==== Provided material

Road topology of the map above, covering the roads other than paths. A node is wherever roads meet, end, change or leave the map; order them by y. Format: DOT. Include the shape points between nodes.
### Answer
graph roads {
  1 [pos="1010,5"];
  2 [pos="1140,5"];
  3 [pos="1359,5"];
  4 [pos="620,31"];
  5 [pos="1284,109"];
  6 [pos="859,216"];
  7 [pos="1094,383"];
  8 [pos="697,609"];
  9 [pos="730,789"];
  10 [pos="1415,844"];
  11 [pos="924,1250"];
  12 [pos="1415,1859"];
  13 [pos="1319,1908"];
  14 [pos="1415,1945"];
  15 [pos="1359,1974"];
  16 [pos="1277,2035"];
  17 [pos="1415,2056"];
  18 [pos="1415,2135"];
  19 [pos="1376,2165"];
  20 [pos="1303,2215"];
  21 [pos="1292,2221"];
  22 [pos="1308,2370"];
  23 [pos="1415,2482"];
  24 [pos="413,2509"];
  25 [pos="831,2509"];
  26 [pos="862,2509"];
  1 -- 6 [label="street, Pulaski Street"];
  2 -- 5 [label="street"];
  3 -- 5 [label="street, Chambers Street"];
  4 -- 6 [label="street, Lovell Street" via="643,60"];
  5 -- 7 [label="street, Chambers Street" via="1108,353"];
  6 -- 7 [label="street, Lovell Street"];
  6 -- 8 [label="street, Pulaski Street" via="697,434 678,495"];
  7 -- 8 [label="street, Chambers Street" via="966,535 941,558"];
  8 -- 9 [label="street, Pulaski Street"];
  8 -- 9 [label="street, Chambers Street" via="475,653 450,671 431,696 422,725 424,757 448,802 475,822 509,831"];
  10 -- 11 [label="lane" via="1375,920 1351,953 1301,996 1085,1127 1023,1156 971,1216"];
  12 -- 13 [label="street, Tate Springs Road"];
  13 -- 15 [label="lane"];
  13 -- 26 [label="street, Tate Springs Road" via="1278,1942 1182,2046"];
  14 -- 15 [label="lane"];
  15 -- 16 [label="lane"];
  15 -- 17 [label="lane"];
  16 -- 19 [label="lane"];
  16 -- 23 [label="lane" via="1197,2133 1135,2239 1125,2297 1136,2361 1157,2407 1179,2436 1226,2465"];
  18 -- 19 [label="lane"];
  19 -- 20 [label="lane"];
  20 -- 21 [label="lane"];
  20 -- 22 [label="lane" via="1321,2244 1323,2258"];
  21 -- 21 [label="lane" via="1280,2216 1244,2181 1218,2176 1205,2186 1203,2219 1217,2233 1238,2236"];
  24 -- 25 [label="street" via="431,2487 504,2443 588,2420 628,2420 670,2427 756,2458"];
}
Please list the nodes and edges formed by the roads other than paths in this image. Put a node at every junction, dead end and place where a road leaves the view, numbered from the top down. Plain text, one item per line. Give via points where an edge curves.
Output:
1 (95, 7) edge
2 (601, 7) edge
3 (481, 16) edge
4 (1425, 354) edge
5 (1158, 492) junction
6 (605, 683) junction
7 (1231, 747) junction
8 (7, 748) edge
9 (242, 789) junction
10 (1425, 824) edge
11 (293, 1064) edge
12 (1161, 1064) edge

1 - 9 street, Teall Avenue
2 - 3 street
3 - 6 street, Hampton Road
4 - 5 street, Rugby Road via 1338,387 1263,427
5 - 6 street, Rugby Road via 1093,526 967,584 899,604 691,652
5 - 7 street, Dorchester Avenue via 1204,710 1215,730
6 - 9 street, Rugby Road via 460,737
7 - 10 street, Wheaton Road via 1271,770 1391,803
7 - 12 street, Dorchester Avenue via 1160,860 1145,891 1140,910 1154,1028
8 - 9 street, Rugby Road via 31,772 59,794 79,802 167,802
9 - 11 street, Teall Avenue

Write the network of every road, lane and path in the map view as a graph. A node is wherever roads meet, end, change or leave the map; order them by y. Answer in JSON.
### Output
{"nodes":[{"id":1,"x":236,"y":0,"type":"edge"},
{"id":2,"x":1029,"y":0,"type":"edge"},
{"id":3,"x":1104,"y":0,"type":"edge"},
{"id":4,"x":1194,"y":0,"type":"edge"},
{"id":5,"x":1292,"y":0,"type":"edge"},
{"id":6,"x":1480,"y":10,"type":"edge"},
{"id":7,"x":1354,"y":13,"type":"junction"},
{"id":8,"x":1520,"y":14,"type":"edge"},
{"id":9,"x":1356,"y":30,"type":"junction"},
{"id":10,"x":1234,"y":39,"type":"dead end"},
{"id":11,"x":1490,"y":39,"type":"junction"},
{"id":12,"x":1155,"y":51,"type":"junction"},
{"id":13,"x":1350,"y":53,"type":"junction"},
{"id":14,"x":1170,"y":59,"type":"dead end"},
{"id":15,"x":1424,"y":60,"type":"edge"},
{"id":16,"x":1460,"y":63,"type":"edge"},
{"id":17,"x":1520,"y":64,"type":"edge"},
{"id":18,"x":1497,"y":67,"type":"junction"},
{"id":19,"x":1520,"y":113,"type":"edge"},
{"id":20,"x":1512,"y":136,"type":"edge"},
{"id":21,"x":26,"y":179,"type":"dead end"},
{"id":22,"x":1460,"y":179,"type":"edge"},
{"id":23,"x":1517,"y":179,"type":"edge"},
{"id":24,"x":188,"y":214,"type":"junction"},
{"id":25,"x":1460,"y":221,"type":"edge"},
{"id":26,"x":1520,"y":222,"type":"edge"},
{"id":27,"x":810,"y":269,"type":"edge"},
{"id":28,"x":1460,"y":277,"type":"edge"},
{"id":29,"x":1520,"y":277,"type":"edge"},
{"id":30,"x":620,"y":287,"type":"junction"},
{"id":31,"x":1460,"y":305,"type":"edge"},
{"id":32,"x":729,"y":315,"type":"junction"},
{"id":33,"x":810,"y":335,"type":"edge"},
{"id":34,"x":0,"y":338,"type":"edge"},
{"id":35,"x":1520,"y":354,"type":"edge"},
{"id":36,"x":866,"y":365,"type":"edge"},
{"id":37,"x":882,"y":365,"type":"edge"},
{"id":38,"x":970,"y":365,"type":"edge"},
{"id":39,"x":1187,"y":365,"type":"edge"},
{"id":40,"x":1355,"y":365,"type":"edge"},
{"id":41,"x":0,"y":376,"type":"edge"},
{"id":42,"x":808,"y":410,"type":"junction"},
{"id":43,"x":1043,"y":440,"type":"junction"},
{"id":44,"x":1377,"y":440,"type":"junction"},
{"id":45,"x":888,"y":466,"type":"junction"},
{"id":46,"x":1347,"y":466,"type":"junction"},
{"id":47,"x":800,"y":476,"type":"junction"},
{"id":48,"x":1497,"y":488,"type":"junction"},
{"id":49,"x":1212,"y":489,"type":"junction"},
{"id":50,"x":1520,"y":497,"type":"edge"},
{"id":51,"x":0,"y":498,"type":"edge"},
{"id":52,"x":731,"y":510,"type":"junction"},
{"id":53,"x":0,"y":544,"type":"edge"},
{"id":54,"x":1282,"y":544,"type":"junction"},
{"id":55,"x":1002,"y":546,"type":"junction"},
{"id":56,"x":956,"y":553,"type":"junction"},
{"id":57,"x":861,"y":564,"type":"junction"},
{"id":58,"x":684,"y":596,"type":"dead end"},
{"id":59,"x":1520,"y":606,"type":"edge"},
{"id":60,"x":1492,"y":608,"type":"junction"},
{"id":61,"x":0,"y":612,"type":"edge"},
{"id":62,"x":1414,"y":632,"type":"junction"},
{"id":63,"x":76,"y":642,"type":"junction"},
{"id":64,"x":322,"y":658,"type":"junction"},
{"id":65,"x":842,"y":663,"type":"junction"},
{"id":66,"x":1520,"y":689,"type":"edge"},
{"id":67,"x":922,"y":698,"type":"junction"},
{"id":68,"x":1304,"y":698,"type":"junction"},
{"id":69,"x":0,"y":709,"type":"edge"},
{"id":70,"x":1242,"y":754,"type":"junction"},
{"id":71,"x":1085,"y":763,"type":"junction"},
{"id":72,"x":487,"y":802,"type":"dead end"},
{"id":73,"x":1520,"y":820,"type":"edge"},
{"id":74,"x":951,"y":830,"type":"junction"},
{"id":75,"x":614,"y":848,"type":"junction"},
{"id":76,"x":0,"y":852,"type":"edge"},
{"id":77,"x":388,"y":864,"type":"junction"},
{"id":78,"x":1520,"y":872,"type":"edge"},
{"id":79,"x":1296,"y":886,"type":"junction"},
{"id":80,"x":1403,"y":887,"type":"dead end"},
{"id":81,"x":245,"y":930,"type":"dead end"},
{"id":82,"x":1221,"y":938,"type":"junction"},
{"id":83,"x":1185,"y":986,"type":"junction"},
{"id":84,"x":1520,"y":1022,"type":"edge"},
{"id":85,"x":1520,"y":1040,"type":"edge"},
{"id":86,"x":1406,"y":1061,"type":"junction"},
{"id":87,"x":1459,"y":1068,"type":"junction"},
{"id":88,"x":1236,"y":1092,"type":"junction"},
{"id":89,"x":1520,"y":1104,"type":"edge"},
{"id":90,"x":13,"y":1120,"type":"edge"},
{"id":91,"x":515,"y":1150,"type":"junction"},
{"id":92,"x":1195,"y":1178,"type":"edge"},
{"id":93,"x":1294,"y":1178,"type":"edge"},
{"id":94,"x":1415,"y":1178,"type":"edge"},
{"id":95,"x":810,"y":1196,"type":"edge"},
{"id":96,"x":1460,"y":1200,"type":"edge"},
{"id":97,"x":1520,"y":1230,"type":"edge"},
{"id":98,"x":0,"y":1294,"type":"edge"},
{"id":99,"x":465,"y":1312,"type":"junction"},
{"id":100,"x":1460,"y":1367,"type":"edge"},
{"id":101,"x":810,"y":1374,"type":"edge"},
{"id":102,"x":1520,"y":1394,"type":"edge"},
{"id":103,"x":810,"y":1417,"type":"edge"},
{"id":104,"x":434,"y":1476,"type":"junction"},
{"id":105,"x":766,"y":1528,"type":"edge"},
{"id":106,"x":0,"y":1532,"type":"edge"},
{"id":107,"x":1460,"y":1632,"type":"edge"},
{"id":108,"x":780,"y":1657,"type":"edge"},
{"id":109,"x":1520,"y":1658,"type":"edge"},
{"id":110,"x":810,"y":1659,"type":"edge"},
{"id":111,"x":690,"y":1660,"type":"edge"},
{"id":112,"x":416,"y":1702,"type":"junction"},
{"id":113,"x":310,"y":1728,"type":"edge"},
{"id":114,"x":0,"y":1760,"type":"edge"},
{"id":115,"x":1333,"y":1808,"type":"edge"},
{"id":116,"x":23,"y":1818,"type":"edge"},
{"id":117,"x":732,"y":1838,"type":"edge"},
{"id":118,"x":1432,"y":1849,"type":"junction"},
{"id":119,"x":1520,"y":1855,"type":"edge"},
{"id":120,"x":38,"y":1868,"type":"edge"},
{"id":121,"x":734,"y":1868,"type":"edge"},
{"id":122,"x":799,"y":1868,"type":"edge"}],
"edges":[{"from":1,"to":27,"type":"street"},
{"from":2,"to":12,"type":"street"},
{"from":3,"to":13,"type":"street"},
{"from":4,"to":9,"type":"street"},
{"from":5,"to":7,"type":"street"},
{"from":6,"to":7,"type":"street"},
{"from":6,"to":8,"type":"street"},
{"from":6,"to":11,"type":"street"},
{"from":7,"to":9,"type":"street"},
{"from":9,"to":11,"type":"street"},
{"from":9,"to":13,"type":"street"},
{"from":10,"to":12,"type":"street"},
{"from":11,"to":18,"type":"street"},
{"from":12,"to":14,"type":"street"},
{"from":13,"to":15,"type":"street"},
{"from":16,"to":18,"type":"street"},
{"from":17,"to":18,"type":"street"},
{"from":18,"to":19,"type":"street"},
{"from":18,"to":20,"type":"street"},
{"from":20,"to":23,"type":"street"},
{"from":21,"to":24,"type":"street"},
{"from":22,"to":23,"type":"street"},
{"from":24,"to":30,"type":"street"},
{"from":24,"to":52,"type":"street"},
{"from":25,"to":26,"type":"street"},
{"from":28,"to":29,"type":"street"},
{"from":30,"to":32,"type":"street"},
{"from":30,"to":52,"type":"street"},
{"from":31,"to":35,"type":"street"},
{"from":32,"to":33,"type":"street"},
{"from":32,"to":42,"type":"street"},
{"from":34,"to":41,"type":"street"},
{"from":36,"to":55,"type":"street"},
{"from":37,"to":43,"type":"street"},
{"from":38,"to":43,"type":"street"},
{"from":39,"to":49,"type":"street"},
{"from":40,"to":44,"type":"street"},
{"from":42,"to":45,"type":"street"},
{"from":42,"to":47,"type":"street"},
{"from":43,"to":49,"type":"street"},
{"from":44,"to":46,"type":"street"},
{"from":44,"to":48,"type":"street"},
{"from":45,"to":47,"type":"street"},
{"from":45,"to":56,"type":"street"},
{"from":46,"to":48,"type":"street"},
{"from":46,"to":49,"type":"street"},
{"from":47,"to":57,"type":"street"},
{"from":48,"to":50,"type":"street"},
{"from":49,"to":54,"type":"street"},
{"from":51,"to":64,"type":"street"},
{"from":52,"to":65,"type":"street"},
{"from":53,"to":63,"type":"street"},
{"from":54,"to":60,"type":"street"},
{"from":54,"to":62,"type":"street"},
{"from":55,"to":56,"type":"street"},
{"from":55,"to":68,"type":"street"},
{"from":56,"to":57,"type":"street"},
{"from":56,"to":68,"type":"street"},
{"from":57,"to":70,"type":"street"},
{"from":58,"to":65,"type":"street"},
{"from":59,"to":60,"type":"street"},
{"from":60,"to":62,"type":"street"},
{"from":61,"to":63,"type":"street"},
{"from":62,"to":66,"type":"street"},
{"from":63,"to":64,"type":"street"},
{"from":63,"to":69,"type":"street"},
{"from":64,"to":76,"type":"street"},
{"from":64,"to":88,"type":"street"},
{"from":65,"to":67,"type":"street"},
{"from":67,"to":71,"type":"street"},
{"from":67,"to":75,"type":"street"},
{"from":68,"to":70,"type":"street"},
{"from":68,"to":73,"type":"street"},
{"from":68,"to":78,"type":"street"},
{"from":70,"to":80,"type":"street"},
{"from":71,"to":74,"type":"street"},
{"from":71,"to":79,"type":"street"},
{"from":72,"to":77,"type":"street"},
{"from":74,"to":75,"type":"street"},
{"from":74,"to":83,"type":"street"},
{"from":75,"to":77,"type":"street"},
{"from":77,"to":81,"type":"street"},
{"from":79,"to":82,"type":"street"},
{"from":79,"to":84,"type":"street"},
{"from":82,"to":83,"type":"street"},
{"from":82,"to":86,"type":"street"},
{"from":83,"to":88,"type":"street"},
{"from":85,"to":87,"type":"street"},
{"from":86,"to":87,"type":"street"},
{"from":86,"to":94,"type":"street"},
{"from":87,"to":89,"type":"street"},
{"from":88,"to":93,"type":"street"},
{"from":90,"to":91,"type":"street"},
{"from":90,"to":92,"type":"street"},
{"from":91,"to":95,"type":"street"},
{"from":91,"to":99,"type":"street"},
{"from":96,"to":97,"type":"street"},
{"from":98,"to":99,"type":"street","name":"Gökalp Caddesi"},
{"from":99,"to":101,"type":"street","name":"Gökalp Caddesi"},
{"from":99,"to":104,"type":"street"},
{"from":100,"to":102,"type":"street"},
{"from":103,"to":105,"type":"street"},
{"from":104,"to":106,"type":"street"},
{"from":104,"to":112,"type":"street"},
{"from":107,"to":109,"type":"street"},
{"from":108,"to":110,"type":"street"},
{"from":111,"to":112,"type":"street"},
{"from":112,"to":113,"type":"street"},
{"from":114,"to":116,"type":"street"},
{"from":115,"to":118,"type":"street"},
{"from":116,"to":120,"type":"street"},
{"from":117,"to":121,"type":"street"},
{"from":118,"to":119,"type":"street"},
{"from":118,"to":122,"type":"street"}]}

========

Your assignment: The lines you need are those containing "wherever"; find them in the records and copy them.

Answer box:
Road topology of the map above, covering the roads other than paths. A node is wherever roads meet, end, change or leave the map; order them by y. Format: DOT. Include the shape points between nodes.
Write the network of every road, lane and path in the map view as a graph. A node is wherever roads meet, end, change or leave the map; order them by y. Answer in JSON.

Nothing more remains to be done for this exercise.